I want you to be right.  Certainly the political fundamentals point to a Romney win.  Anecdotally, it feels like it should be a Romney win. Heck, the Redskins lost! But I have to ask, in what recent election have ALL the polls been so wrong?  Historically, averages of polls, like on RCP, have been really good at coming close to the outcome. Even 2010 wasn't remotely a surprise. Nate Silver may have underestimated the GOP win, but he still saw a landslide and a shift in power in the House coming.

Is it out of the question for Governor Romney to win a slim victory?  Sure!  It's in the margin of error. However, there is no precedent that I know of that could have him winning outside that margin.

Party ID is a tricky thing. I wonder about the huge variations found in polls.
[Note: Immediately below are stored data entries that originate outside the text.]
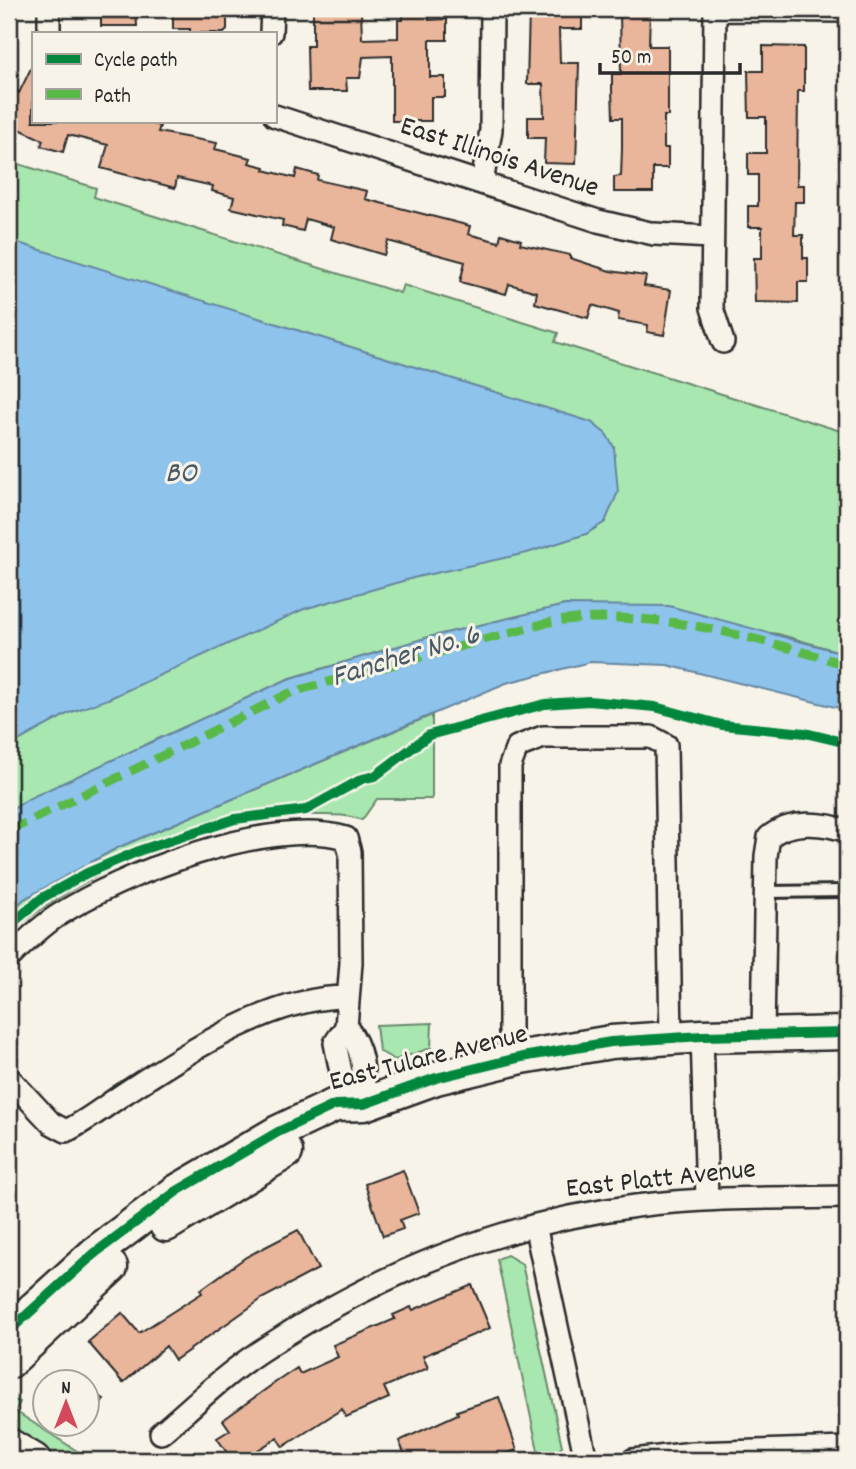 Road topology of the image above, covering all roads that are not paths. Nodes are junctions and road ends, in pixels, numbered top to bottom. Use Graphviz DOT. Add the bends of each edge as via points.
graph roads {
  1 [pos="49,9"];
  2 [pos="272,9"];
  3 [pos="492,9"];
  4 [pos="715,9"];
  5 [pos="847,11"];
  6 [pos="49,32"];
  7 [pos="271,32"];
  8 [pos="276,116"];
  9 [pos="482,183"];
  10 [pos="710,237"];
  11 [pos="723,342"];
  12 [pos="847,831"];
  13 [pos="847,891"];
  14 [pos="765,892"];
  15 [pos="9,958"];
  16 [pos="347,998"];
  17 [pos="847,1033"];
  18 [pos="763,1035"];
  19 [pos="702,1036"];
  20 [pos="671,1038"];
  21 [pos="510,1060"];
  22 [pos="9,1078"];
  23 [pos="364,1104"];
  24 [pos="847,1197"];
  25 [pos="707,1199"];
  26 [pos="536,1225"];
  27 [pos="12,1320"];
  28 [pos="9,1362"];
  29 [pos="161,1433"];
  30 [pos="9,1445"];
  31 [pos="847,1448"];
  32 [pos="34,1460"];
  33 [pos="586,1460"];
  34 [pos="633,1460"];
  1 -- 6 [label="street"];
  2 -- 7 [label="street"];
  3 -- 9 [label="street" via="491,130"];
  4 -- 5 [label="street"];
  4 -- 10 [label="street"];
  8 -- 9 [label="street, East Illinois Avenue"];
  9 -- 10 [label="street, East Illinois Avenue" via="598,221 654,234"];
  10 -- 11 [label="street" via="712,308"];
  12 -- 14 [label="street" via="810,824 782,827 769,837"];
  13 -- 14 [label="lane"];
  14 -- 18 [label="street"];
  15 -- 16 [label="street" via="57,916 95,895 212,849 311,832 346,838 350,852"];
  16 -- 22 [label="street" via="297,1002 252,1022 154,1075 66,1131 51,1123"];
  16 -- 23 [label="street" via="346,1027 335,1043 337,1059 342,1077"];
  17 -- 18 [label="street, East Tulare Avenue"];
  18 -- 19 [label="street, East Tulare Avenue"];
  19 -- 20 [label="street, East Tulare Avenue"];
  19 -- 25 [label="street"];
  20 -- 21 [label="street, East Tulare Avenue" via="611,1042"];
  20 -- 21 [label="street" via="666,746 651,737 543,737 517,747 510,766"];
  21 -- 23 [label="street, East Tulare Avenue" via="436,1078"];
  23 -- 27 [label="street, East Tulare Avenue" via="335,1105 220,1164 121,1232"];
  23 -- 28 [label="street, East Tulare Avenue" via="344,1124 279,1156 142,1242"];
  24 -- 25 [label="street, East Platt Avenue"];
  25 -- 26 [label="street, East Platt Avenue" via="636,1206"];
  26 -- 29 [label="street, East Platt Avenue" via="438,1256 370,1286 256,1354"];
  26 -- 33 [label="street"];
  30 -- 32 [label="street"];
  31 -- 34 [label="street" via="693,1453"];
}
However, I'm persuaded that Sean Trende is on to something in his article (http://tinyurl.com/clgkpc7).  What's your take on that?

Professor, please be right!  My mind tells me, however, that there is a lot of wishful thinking for our side and we might be severely disappointed in a couple nights. 

Cattle King
Joined
Aug '12
Cattle King

I recall someone writing, "[Romney] was a consistent supporter of programs like Obamacare until this election campaign, and the minute he thinks that he can get away with it, he will once again show his true colors. "  Who wrote that?  Oh, it was Paul Rahe.

KC Mulville
Joined
Jan '11
KC Mulville

In the recent podcast Scott Reuser mentioned that, unlike Wisconsin, Ohio's reforms failed because the ground hadn't been prepared. As someone said, Mitch Daniels wisely didn't pursue dramatic reforms when he didn't campaign on them first. 

Romney's campaign has been a rejection of Obama - for which I'm certainly in agreement. But if all of Obama's "innovations" are rejected, that still leaves us back where we were in 2008. We still have some significant challenges.  Healthcare would still be a challenge, for instance. 

Reagan managed to do two things at the same time: he rejected Carter and laid out a plan for the future. His 1980 victory was a mandate to pursue supply-side, as well as a blanket rejection of Carter. I'm not entirely sure that Romney has that same double-edged sword. The country is certainly ready to dump Obama, but if Romney wins, exactly what has he prepared the ground for? 

Of course, at the moment, I'll happily take what I can get. 

dogsbody
Joined
Sep '10
dogsbody

In April I was very pessimistic about Mr. Romney, but I have become more and more hopeful with each month and now each passing day.  I will go out on a limb and say that Prof. Rahe is right -- the winner will be Romney, in a decisive victory.